It’s time. After over three and a half years, the Moto X is going to the memento box and its SIM will be repurposed in the iPhone SE, which has deftly filled the role the Moto X was originally intended for: compact travel phone and backup device. It’s getting increasingly difficult to turn the Moto off and on, it hasn’t had a security update since April 2016, and it wasn’t the most powerful phone in the world when it debuted four years ago (I remember more than one jibe about it being “pre-aged”). A device that wasn’t rocket-quick in 2013 and hasn’t been updated for a year and a half is no longer a broadly feasible device.

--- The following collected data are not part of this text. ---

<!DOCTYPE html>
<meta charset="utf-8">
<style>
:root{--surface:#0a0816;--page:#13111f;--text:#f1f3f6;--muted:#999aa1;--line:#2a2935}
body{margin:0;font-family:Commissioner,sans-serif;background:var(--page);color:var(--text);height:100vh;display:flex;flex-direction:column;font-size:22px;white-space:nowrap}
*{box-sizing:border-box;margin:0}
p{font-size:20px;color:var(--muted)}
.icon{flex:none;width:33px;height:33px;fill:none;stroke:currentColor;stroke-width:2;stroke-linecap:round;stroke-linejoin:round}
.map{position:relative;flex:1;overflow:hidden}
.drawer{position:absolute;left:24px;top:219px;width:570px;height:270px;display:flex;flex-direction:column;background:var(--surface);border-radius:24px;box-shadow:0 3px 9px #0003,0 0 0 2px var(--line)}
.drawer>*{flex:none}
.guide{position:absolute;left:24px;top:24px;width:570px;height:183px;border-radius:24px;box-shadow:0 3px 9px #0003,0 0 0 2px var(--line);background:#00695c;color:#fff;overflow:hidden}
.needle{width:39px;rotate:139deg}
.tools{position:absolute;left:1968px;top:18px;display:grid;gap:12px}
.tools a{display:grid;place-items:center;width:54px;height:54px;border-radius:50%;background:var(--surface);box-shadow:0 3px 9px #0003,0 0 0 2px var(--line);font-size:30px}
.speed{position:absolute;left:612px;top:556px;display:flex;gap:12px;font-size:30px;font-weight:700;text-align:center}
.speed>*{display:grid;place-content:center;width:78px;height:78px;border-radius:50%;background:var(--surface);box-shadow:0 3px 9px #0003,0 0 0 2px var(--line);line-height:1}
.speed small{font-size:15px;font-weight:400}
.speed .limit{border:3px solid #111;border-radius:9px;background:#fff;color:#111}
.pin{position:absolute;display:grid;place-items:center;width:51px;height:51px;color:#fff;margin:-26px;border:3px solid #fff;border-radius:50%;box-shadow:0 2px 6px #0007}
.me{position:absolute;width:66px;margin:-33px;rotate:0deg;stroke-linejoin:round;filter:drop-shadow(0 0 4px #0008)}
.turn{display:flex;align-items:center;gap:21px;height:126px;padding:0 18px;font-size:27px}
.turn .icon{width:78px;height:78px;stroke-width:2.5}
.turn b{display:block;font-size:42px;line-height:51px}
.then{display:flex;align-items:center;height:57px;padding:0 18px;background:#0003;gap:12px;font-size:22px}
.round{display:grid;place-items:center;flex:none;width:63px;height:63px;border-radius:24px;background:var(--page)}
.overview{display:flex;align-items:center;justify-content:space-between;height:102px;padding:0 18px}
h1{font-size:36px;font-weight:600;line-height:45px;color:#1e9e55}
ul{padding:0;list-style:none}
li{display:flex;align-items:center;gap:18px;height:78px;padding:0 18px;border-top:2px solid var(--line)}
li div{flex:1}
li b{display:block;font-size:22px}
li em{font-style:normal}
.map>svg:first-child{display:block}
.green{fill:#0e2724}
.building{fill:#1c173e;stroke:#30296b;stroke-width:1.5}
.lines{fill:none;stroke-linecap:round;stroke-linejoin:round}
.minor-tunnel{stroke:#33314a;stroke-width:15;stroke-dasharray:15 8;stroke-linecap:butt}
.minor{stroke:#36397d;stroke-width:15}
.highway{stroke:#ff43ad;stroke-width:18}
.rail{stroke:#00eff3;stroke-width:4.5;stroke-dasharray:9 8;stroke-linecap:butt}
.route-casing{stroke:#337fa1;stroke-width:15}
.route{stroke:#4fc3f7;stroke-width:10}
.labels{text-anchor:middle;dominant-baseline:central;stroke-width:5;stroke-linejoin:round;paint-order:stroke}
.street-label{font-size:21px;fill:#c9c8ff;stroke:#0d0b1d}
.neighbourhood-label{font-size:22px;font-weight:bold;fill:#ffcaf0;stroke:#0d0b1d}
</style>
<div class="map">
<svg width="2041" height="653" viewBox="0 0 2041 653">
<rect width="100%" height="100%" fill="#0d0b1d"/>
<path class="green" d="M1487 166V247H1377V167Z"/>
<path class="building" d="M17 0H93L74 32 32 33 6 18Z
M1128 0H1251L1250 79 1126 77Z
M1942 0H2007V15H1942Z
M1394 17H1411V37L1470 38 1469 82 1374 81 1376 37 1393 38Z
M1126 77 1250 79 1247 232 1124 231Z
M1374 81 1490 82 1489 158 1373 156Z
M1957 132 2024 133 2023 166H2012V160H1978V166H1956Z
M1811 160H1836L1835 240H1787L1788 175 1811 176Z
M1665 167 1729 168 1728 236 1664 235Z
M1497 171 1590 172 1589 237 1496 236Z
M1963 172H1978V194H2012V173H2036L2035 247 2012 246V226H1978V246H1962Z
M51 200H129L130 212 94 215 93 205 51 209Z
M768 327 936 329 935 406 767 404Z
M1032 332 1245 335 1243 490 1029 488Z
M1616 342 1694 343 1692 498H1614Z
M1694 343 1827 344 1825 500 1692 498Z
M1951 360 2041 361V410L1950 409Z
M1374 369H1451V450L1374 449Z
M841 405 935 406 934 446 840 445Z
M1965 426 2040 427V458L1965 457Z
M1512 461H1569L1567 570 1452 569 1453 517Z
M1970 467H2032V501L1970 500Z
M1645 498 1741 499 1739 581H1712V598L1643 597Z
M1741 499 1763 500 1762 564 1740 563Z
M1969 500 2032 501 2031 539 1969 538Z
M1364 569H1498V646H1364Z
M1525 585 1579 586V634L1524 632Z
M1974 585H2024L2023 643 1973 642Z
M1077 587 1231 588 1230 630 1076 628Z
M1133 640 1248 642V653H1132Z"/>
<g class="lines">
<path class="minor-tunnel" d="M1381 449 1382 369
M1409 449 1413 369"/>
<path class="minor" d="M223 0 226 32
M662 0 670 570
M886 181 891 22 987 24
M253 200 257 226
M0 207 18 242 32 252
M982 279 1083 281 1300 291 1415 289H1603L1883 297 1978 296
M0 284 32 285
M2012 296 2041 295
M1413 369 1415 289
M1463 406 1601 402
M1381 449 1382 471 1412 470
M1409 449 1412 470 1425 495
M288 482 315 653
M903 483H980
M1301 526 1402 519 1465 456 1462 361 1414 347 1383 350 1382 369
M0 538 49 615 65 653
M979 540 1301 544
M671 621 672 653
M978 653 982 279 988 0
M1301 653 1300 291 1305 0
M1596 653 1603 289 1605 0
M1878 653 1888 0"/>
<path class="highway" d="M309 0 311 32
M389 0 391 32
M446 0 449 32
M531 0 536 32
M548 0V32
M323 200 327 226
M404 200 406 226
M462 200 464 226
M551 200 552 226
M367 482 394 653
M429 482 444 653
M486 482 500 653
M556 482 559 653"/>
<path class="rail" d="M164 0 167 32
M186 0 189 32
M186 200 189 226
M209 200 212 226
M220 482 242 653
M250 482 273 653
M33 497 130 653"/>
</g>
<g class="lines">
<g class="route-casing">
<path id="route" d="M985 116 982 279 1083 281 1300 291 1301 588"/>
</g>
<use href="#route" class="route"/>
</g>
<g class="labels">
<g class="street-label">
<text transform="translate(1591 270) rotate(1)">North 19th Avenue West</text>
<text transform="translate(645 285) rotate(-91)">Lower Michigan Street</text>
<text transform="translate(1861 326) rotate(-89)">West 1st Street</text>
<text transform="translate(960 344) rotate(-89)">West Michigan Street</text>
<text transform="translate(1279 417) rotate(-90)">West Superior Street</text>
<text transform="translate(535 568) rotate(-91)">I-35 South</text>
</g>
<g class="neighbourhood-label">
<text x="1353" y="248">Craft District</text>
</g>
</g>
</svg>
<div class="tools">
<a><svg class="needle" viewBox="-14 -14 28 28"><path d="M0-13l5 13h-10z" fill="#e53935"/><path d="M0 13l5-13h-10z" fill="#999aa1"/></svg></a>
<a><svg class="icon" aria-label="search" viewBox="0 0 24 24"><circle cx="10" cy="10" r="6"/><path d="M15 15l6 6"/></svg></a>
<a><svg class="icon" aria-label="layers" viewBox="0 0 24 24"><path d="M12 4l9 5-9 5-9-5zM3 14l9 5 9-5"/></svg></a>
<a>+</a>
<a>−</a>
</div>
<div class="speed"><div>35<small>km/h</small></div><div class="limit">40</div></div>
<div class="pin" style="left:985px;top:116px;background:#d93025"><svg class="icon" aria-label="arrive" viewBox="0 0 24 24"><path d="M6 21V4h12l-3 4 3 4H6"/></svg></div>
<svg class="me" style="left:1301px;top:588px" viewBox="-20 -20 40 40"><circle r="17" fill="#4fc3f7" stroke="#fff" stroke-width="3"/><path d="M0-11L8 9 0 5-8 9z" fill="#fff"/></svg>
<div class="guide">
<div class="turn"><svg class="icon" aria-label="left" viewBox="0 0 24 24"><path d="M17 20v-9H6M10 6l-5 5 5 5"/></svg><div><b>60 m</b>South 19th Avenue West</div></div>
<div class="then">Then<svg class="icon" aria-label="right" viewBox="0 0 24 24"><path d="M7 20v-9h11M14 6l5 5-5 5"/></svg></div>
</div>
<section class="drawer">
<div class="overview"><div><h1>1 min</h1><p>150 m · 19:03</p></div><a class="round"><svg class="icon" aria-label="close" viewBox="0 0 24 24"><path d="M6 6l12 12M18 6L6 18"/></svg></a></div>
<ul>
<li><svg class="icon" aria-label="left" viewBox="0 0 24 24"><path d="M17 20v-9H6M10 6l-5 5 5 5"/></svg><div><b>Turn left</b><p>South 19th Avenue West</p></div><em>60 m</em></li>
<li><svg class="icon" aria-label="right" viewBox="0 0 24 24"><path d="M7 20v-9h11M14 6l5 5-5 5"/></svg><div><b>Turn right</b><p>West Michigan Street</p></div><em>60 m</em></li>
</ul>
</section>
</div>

But it’s an existence proof that you could build a 4.7” AMOLED screen into a phone small enough to use one-handed and slap a 2000 mAh battery on it. Nobody has been able to do that since. And you could assemble it in the United States and sell it for under $350, tax tag and title. The camera wasn’t fabulous, and the battery life improvements that Android 5 was supposed to bring never quite came to pass, but it was proof of concept that you could make a phone with Android that put the user experience ahead of the stat sheet. It’s also the proof for me that Google will never succeed as a phone manufacturer, because if they couldn’t sell this, they won’t be able to sell anything.

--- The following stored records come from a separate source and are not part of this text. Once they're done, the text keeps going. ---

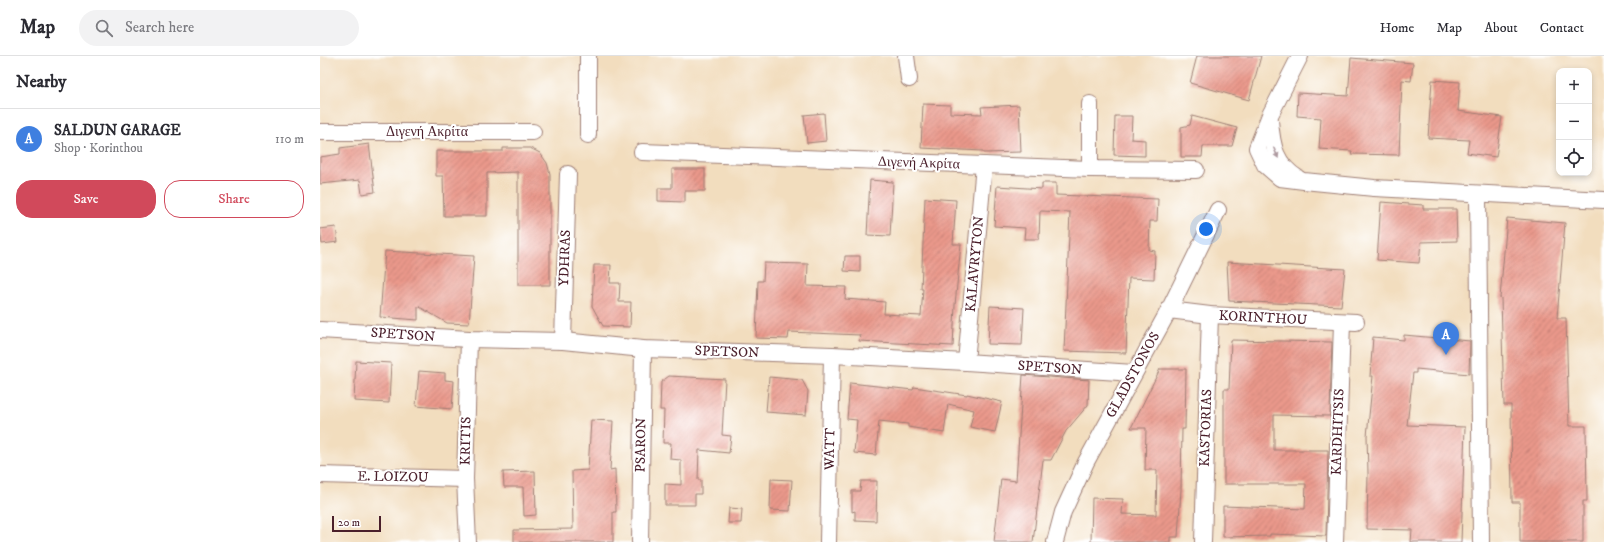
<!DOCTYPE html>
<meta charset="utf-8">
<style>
:root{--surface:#fff;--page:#f2f2f3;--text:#2b2b33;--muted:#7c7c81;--line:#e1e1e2;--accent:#d1495b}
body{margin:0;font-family:"IM FELL DW Pica",serif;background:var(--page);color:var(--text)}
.controls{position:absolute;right:12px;top:12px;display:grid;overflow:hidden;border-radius:8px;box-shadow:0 2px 6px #0003}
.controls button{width:36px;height:36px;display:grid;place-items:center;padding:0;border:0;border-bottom:1px solid var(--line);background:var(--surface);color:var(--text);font:20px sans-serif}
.scale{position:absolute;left:12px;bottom:10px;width:49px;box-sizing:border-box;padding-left:4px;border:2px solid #4a1f2b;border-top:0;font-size:11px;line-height:14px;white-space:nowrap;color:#4a1f2b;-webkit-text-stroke:3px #fff;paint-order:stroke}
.you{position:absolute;left:886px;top:173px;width:14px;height:14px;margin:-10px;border:3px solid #fff;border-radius:50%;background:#1a73e8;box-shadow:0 0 0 6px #1a73e833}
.badge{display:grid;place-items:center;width:26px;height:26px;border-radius:50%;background:var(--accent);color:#fff;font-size:13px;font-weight:700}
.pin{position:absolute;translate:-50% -33px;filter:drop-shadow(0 1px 2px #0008)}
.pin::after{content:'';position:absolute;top:21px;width:14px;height:12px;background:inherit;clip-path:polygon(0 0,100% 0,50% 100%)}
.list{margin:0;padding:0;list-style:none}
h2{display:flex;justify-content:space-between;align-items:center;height:52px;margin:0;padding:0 16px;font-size:17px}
h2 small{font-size:13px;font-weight:400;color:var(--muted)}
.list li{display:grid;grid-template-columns:26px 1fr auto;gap:12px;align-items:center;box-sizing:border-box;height:60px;padding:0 16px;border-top:1px solid var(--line)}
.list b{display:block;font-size:15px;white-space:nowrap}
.list p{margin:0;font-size:13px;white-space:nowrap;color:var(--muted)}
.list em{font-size:13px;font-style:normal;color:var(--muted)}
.actions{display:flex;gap:8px;padding:12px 16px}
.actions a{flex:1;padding:9px 0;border:1px solid var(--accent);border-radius:16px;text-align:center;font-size:14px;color:var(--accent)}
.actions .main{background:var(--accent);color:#fff}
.icon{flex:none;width:22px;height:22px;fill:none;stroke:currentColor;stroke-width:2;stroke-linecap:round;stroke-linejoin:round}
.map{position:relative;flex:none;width:1284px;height:486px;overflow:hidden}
header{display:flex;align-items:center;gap:24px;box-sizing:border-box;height:56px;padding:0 20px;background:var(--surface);border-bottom:1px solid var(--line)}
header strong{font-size:19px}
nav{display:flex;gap:22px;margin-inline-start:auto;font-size:14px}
.search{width:280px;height:36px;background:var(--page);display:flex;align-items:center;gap:10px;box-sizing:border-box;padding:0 14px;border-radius:22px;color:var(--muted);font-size:15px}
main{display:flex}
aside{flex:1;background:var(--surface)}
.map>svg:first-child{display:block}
.building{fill:url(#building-hatch)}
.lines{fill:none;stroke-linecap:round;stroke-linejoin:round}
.minor-casing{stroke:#9e7e74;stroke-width:18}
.minor{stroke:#fff;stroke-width:16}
.oneway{fill:#ae9aa0}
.labels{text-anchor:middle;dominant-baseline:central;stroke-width:4;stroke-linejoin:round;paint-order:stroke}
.street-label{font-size:14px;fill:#4a1f2b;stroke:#fff}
</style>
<header>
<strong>Map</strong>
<div class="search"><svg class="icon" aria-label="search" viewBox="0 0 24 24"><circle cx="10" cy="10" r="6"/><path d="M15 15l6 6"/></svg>Search here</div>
<nav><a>Home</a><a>Map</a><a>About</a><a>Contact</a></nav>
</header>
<main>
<aside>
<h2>Nearby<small></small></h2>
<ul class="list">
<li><span class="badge" style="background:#3f7fe0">A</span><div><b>SALDUN GARAGE</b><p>Shop · Korinthou</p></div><em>110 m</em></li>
</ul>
<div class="actions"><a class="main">Save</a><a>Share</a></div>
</aside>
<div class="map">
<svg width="1284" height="486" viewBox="0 0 1284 486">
<defs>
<pattern id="building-hatch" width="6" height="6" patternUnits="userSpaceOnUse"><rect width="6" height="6" fill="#ea998b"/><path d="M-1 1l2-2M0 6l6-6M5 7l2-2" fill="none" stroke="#c07c72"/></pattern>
</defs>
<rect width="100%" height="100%" fill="#fff"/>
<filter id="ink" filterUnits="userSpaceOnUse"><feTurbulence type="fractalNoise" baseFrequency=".025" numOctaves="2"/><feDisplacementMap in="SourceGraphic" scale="8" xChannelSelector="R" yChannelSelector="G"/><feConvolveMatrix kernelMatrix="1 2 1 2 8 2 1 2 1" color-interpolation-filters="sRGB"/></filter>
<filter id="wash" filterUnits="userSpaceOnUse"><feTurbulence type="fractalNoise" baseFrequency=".012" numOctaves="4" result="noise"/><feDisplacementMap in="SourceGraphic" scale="16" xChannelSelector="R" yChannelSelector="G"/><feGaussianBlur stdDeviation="0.9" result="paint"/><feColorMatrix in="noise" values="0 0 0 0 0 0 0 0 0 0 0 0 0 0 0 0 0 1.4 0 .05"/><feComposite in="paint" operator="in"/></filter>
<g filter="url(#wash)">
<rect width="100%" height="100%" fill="#f2ddbe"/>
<g id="blocks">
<g class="building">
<path d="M877 0H941L929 44 870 27Z"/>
<path d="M1031 2 1093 7 1091 25 1082 24 1079 99 1031 98 1032 95 999 93 1001 62 977 60 978 37 1028 40Z"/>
<path d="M1112 24 1140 26 1138 55 1182 61 1176 101 1147 97 1149 84 1108 82Z"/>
<path d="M603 48 630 49V57L662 58 661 51 699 49 701 96 664 97 663 95 601 92Z"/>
<path d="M504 57 506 85 487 87 484 59Z"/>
<path d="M795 60H812L811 83 825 84V100L794 99Z"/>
<path d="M872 60 917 72 912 90H883L882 101H861V71L870 69Z"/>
<path d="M49 88 55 136 42 138 40 124 0 128V101L20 98V92Z"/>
<path d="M183 92H210L220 97 227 107 230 118V229H198V116L167 117V160H124L123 120H116V95H183Z"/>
<path d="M352 113H385V135H365V146L338 145V132H352Z"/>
<path d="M550 124 573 126 570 180 547 179Z"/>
<path d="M722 127H736V139L838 143 837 165H830L829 194 835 195 834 223 809 222 806 297 744 295 750 156 720 155 719 183H704L705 172 674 170 677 130 722 133Z"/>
<path d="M605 142 636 144 633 188H641L635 249 633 290 539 285 540 279 469 276 468 283 436 282 438 225H443L444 207 488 208 487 230 526 231 525 243 565 246 564 258 601 260 603 233H601Z"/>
<path d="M1061 146 1103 149V153H1136L1137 185 1101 186 1099 207 1057 204Z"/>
<path d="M1187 162 1245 167 1237 262H1246L1249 370H1266L1267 445H1263V486H1200V446H1192L1191 349H1184L1181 242H1180Z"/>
<path d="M16 171 18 186 2 188 0 173Z"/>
<path d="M65 195 154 200 149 268 127 267 98 250V264L60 261Z"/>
<path d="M525 200H540V216L524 215Z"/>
<path d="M907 206 1025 213 1021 250 909 245Z"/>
<path d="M274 209H291L290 227H300L299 246H311L310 271 283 270 272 250Z"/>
<path d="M670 250 704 252 702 289 668 288Z"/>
<path d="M1084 279 1150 285 1149 318 1096 313V317H1093L1087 369 1145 371 1141 486H1091L1092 474 1047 473 1048 417 1047 380 1053 320H1050L1053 281 1084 284Z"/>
<path d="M911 284 1012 286 1010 360 954 359V394H1008L1006 480 950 478V480L903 481V450L985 453 986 428H904V333H909Z"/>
<path d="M36 305 71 307 69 347 34 345Z"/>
<path d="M840 313H866L865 373H862L861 433 858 481H850V486H771L772 442 803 443 802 458 836 459 837 414H825L826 372H811Z"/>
<path d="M99 315 125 317V324L134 325 132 353 96 350Z"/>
<path d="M703 319 769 324 768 349 746 375 731 404H723L713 486H674L681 423 696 425Z"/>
<path d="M349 320 405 323 402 379 411 380 409 397 379 394 378 424H381V438H375V449H345V428L361 429V404L350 403 351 387H343L344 354H340L341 326Z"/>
<path d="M449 321 482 324 488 335 486 359 446 356Z"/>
<path d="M530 327 593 334 594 331 647 339V338L682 346 675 376 650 371 654 354 628 348 624 377 588 371V368L559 365 556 399 534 397 537 364 527 363Z"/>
<path d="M271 364 293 365 290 414 295 413 296 456H293V486H194V474L253 473 252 415 268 414Z"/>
<path d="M215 415 216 459 204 460 203 431H184L183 416Z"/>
<path d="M451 423 472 424 470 455 450 454Z"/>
<path d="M541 425H557L556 465 535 464V455L532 456V435H540Z"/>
<path d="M409 452 422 453 421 467H408Z"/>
</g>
</g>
</g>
<g filter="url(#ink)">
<use href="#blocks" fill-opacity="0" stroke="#9e7e74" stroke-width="1"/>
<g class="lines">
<defs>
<g id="minor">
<path d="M268 0V79"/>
<path d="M586 0 589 23"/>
<path d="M980 0 950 59 937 92 945 109 960 122 984 125 1054 132 1284 144"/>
<path d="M770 48V113"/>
<path d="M950 64C952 90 955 108 979 123"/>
<path d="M0 76H213"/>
<path d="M322 96 770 113 876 114"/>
<path d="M1158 138 1161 486"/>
<path d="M849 254 890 259 1036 266"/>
<path d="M0 274 149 283 243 285 323 293 512 299 646 306 814 317"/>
<path d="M243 285 248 118"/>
<path d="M646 306 664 109"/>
<path d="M0 419 145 423"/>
<path d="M148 486 145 423 149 283"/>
<path d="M320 486 323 293"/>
<path d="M508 486 512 299"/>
<path d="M735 486 743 456 766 406 849 254 898 154"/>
<path d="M883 486 890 259"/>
<path d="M1015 486 1022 266"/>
</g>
</defs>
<use href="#minor" class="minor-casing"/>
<use href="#minor" class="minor"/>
</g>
<defs><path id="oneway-solid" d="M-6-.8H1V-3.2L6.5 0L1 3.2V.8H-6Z"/></defs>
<use class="oneway" href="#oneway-solid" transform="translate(956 97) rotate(66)"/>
</g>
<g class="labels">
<g class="street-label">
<text x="107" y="76">Διγενή Ακρίτα</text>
<text transform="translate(599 107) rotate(2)">Διγενή Ακρίτα</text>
<text transform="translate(245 202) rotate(-88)">YDHRAS</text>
<text transform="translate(655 208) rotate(-85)">KALAVRYTON</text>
<text transform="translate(943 262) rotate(3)">KORINTHOU</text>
<text transform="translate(83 279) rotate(4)">SPETSON</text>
<text transform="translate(407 296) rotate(2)">SPETSON</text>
<text transform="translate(730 312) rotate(4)">SPETSON</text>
<text transform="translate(813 319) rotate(-61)">GLADSTONOS</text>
<text transform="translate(886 372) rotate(-88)">KASTORIAS</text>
<text transform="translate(1018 376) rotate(-88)">KARDHITSIS</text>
<text transform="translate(146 385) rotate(-89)">KRITIS</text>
<text transform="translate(321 389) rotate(-89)">PSARON</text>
<text transform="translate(510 393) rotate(-89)">WATT</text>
<text transform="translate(73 421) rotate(1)">E. LOIZOU</text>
</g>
</g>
</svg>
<div class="controls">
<button>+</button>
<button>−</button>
<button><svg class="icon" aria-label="locate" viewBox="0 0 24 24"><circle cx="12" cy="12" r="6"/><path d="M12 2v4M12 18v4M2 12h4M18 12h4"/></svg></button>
</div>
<div class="scale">20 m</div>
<div class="you"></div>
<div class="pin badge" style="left:1126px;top:299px;background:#3f7fe0">A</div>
</div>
</main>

I was last using the Moto X as a species of cosplay – a device that would do Swarm checkins and let me look at Instagram, read books on Kindle and stream RTE Radio in Irish or minor league baseball games. Something that I could use to get out of the world for a while. I suppose the iPhone SE could be that now, in a pinch, but it was nice to have a completely different UI to further the illusion. At this point, if I go down the pub and want to punch out, I’m actually a lot more likely to take the new little Nokia and an actual Kindle and maybe a Field Notes notebook and a pen for jotting down ideas. We crossed the finish line for phones in 2013, and I’m not convinced we didn’t cross the finish line for social media in about 2007 or so. Original Vox and early Twitter were just about sufficient (although I like Instagram – I think it’s a healthier environment for a 45 year old following friends than a 16 year old following celebrities, but that’s neither here nor there).
The iPhone SE is likely to be good for at least two more years, possibly three. If I just use it for the same purposes as the X, it should hold up to about 2021. I’m a little sad to be putting the X out to pasture, but not every good idea gets the reward it deserved.